Input for this task –
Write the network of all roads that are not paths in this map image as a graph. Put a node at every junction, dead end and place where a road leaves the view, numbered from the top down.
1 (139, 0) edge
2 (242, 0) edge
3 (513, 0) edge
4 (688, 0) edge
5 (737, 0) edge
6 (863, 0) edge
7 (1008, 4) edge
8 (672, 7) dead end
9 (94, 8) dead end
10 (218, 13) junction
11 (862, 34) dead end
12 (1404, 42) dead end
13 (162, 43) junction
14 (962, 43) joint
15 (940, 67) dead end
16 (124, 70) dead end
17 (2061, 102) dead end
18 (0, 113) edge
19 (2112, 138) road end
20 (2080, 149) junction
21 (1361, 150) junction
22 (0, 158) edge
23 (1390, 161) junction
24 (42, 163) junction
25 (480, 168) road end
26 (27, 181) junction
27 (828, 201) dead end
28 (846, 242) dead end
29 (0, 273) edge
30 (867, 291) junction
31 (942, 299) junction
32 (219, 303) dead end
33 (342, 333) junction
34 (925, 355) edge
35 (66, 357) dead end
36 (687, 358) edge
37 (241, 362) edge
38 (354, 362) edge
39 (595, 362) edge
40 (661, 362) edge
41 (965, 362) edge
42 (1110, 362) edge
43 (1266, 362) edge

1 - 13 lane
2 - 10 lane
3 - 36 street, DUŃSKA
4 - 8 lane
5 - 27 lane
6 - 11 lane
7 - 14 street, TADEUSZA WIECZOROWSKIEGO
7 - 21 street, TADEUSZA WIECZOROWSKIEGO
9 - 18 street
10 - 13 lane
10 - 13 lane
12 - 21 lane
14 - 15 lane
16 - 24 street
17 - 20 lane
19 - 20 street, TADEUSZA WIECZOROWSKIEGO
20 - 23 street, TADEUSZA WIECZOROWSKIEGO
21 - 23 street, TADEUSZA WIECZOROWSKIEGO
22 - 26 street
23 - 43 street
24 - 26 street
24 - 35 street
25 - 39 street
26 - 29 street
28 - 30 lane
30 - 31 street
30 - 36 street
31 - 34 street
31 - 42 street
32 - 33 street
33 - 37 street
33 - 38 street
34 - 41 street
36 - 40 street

Work to be completed – Print the entire set of records again, exactly.

Response to the task –
Write the network of all roads that are not paths in this map image as a graph. Put a node at every junction, dead end and place where a road leaves the view, numbered from the top down.
1 (139, 0) edge
2 (242, 0) edge
3 (513, 0) edge
4 (688, 0) edge
5 (737, 0) edge
6 (863, 0) edge
7 (1008, 4) edge
8 (672, 7) dead end
9 (94, 8) dead end
10 (218, 13) junction
11 (862, 34) dead end
12 (1404, 42) dead end
13 (162, 43) junction
14 (962, 43) joint
15 (940, 67) dead end
16 (124, 70) dead end
17 (2061, 102) dead end
18 (0, 113) edge
19 (2112, 138) road end
20 (2080, 149) junction
21 (1361, 150) junction
22 (0, 158) edge
23 (1390, 161) junction
24 (42, 163) junction
25 (480, 168) road end
26 (27, 181) junction
27 (828, 201) dead end
28 (846, 242) dead end
29 (0, 273) edge
30 (867, 291) junction
31 (942, 299) junction
32 (219, 303) dead end
33 (342, 333) junction
34 (925, 355) edge
35 (66, 357) dead end
36 (687, 358) edge
37 (241, 362) edge
38 (354, 362) edge
39 (595, 362) edge
40 (661, 362) edge
41 (965, 362) edge
42 (1110, 362) edge
43 (1266, 362) edge

1 - 13 lane
2 - 10 lane
3 - 36 street, DUŃSKA
4 - 8 lane
5 - 27 lane
6 - 11 lane
7 - 14 street, TADEUSZA WIECZOROWSKIEGO
7 - 21 street, TADEUSZA WIECZOROWSKIEGO
9 - 18 street
10 - 13 lane
10 - 13 lane
12 - 21 lane
14 - 15 lane
16 - 24 street
17 - 20 lane
19 - 20 street, TADEUSZA WIECZOROWSKIEGO
20 - 23 street, TADEUSZA WIECZOROWSKIEGO
21 - 23 street, TADEUSZA WIECZOROWSKIEGO
22 - 26 street
23 - 43 street
24 - 26 street
24 - 35 street
25 - 39 street
26 - 29 street
28 - 30 lane
30 - 31 street
30 - 36 street
31 - 34 street
31 - 42 street
32 - 33 street
33 - 37 street
33 - 38 street
34 - 41 street
36 - 40 street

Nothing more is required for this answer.